Para além das figuras endinheiradas nacionais, o Hazte Oír tentou angariar fundos no estrangeiro. Numa carta de abril de 2013, revelada pelo Público, Arsuaga pede 100.000 euros a Konstantín Maloféyev, um oligarca russo dono de um fundo de capital de risco, o Marshall Capital, e presidente dos grupo de meios de comunicação Tsargrady, de extrema-direita.

Estes são apenas os primeiros documentos de uma série que o jornal promete revelar. O Hazte Oír terá mais recentemente entrado em rota de colisão com o Vox e Abascal decidiu também manter distância deste depois de, em 2017, terem sido publicadas notícias que ligavam a organização à sociedade secreta mexicana de extrema-direita ultra-católica​ El Yunque.

Antes disso, o grupo foi um importante megafone das causas do Vox quando este era irrelevante politicamente. Para além da agenda política comum impulsionada em sincronia e das amizades, ambos foram partilhando vários quadros que estavam ligados às duas organizações. E ainda antes de existir Vox, em 2012, já Abascal ganhava o prémio Hazte Oír. Um prémio atribuído depois disso a várias figuras do partido.
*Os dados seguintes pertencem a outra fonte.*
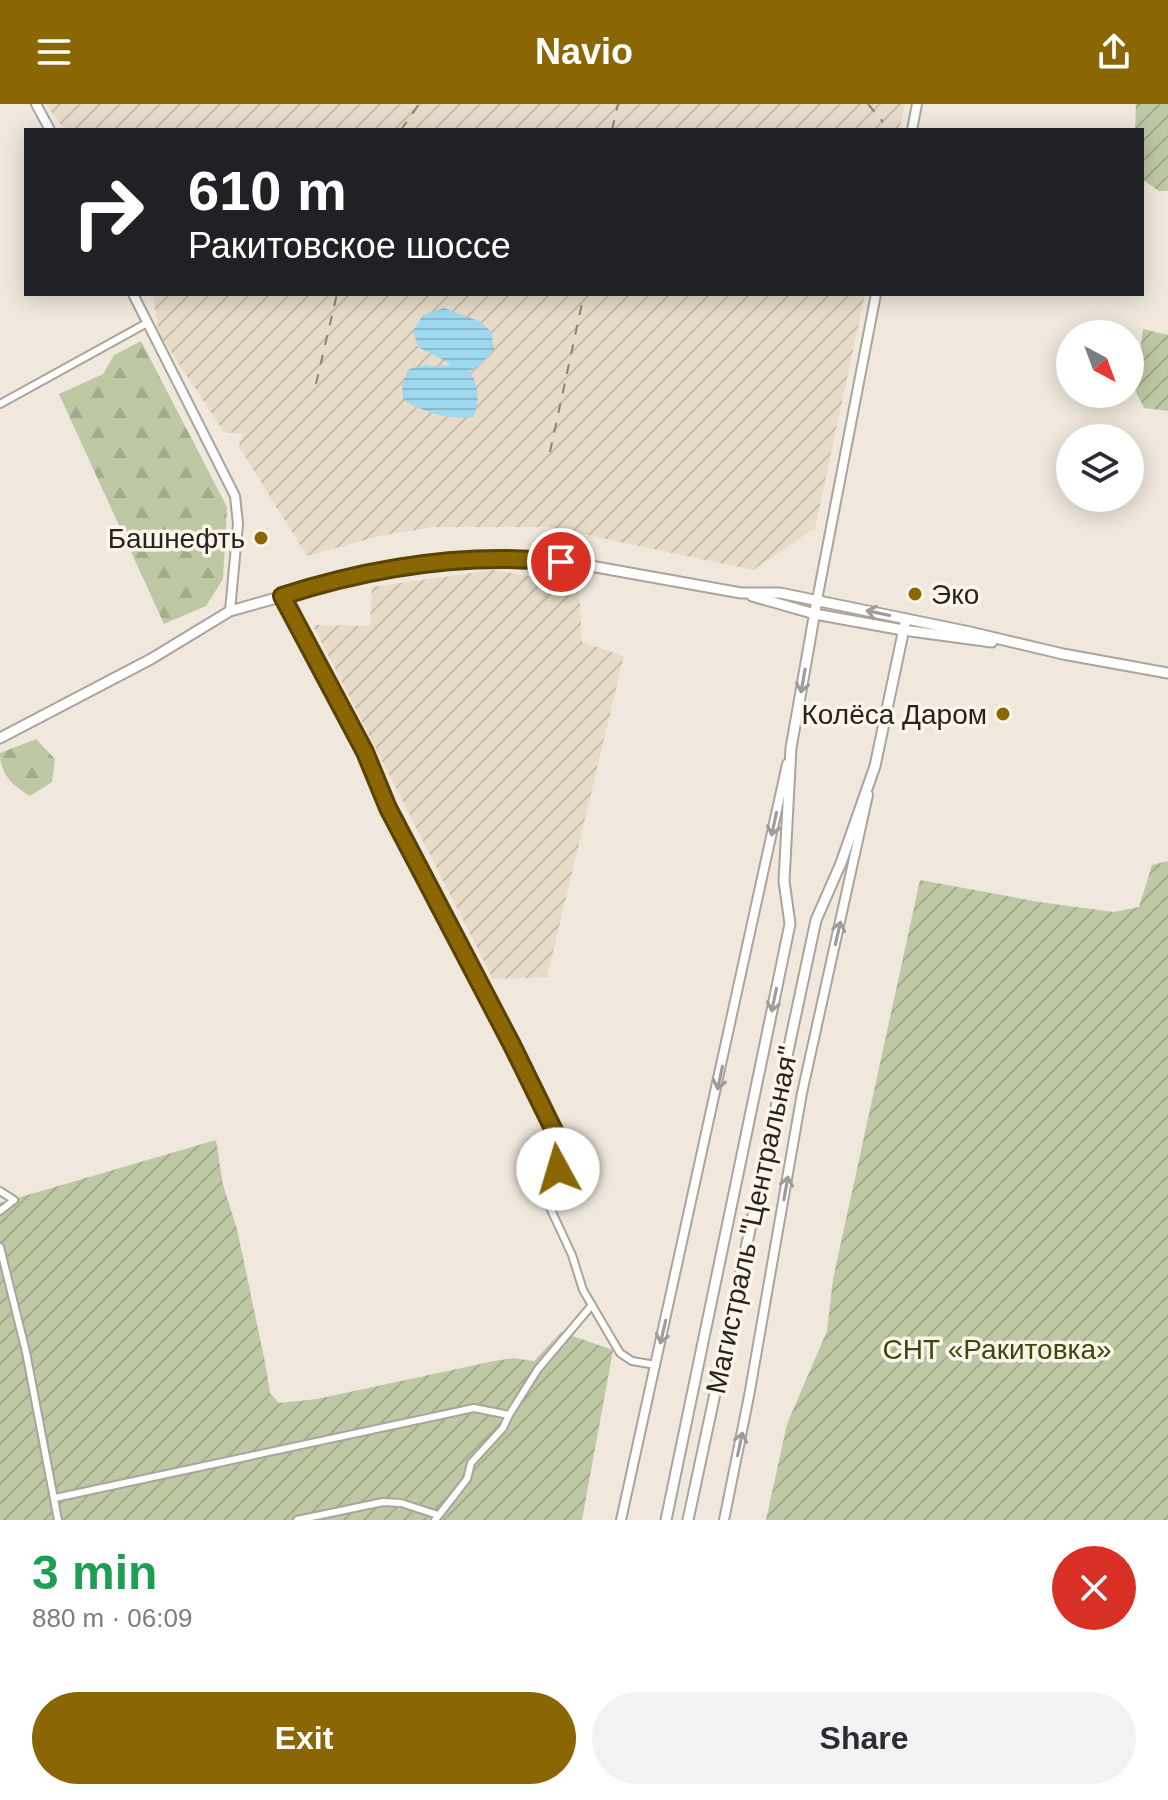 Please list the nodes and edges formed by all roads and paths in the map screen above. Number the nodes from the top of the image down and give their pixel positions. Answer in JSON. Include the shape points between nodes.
{"nodes":[{"id":1,"x":36,"y":104,"type":"edge"},
{"id":2,"x":917,"y":104,"type":"edge"},
{"id":3,"x":49,"y":128,"type":"edge"},
{"id":4,"x":912,"y":128,"type":"edge"},
{"id":5,"x":134,"y":296,"type":"edge"},
{"id":6,"x":876,"y":296,"type":"edge"},
{"id":7,"x":147,"y":323,"type":"junction"},
{"id":8,"x":0,"y":404,"type":"edge"},
{"id":9,"x":741,"y":593,"type":"junction"},
{"id":10,"x":282,"y":596,"type":"junction"},
{"id":11,"x":817,"y":600,"type":"junction"},
{"id":12,"x":230,"y":611,"type":"junction"},
{"id":13,"x":815,"y":614,"type":"junction"},
{"id":14,"x":906,"y":619,"type":"junction"},
{"id":15,"x":903,"y":630,"type":"junction"},
{"id":16,"x":1008,"y":643,"type":"junction"},
{"id":17,"x":1168,"y":673,"type":"edge"},
{"id":18,"x":0,"y":738,"type":"edge"},
{"id":19,"x":791,"y":748,"type":"junction"},
{"id":20,"x":875,"y":766,"type":"junction"},
{"id":21,"x":0,"y":1191,"type":"edge"},
{"id":22,"x":0,"y":1211,"type":"edge"},
{"id":23,"x":0,"y":1247,"type":"edge"},
{"id":24,"x":592,"y":1305,"type":"junction"},
{"id":25,"x":656,"y":1365,"type":"junction"},
{"id":26,"x":509,"y":1415,"type":"junction"},
{"id":27,"x":55,"y":1498,"type":"junction"},
{"id":28,"x":437,"y":1518,"type":"edge"},
{"id":29,"x":58,"y":1520,"type":"edge"},
{"id":30,"x":297,"y":1520,"type":"edge"},
{"id":31,"x":621,"y":1520,"type":"edge"},
{"id":32,"x":666,"y":1520,"type":"edge"},
{"id":33,"x":688,"y":1520,"type":"edge"},
{"id":34,"x":724,"y":1520,"type":"edge"}],
"edges":[{"from":1,"to":3,"type":"main road"},
{"from":2,"to":4,"type":"main road"},
{"from":5,"to":7,"type":"main road"},
{"from":6,"to":11,"type":"main road"},
{"from":7,"to":8,"type":"street"},
{"from":7,"to":12,"type":"main road","via":[[235,496],[238,524]]},
{"from":9,"to":10,"type":"main road","via":[[585,565],[478,558],[373,571]]},
{"from":9,"to":11,"type":"main road"},
{"from":9,"to":13,"type":"main road"},
{"from":10,"to":12,"type":"main road"},
{"from":10,"to":24,"type":"street","via":[[563,1149],[546,1199]]},
{"from":11,"to":13,"type":"main road","name":"Магистраль \"Центральная\""},
{"from":14,"to":11,"type":"main road","one_way":true},
{"from":12,"to":18,"type":"main road"},
{"from":13,"to":15,"type":"main road"},
{"from":13,"to":19,"type":"main road","name":"Магистраль \"Центральная\"","one_way":true},
{"from":14,"to":15,"type":"main road","name":"Магистраль \"Центральная\""},
{"from":14,"to":16,"type":"main road"},
{"from":15,"to":16,"type":"main road"},
{"from":15,"to":20,"type":"main road","name":"Магистраль \"Центральная\""},
{"from":16,"to":17,"type":"main road"},
{"from":19,"to":25,"type":"main road","one_way":true},
{"from":19,"to":32,"type":"main road","name":"Магистраль \"Центральная\"","one_way":true,"via":[[784,881],[790,924]]},
{"from":20,"to":33,"type":"main road","name":"Магистраль \"Центральная\"","via":[[816,920]]},
{"from":34,"to":20,"type":"main road","one_way":true,"via":[[802,1093]]},
{"from":21,"to":22,"type":"street","via":[[14,1200]]},
{"from":23,"to":27,"type":"street"},
{"from":24,"to":25,"type":"street","via":[[620,1353]]},
{"from":24,"to":26,"type":"street","via":[[538,1369]]},
{"from":25,"to":31,"type":"main road"},
{"from":26,"to":27,"type":"street","via":[[474,1408]]},
{"from":26,"to":28,"type":"street"},
{"from":27,"to":29,"type":"street"},
{"from":28,"to":30,"type":"street","via":[[401,1503],[383,1502]]}]}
Uma extensa investigação da Fundação Rosa Luxemburgo sobre a extrema-direita espanhola, intitulada Dos neocon aos neonazis. A direita radical no Estado Espanhol recorda ainda factos como que a apresentação do Vox em Madrid, feita entre outros por Santiago Abascal, foi difundida pelo canal de vídeo do Hazte Oír em direto. Miquel Ramos escreve que “nos anos seguintes, o acesso a cargos de responsabiliade no Vox de membros do HO, suas plataformas associadas ou organizações congéneres é um gotejar contínuo” e lembra ainda que a Fundação DENAES, dirigida por Abascal antes do Vox, participava conjuntamente “em muitas campanhas e iniciativas” deste grupo. Ao CitizenGO caberia o papel de apoiar “indiretamente” o Vox. Exemplo disso foi a campanha “vota valores” que dirigia o voto para o partido de extrema-direita, criticando o Partido Popular por não aderir totalmente à sua agenda.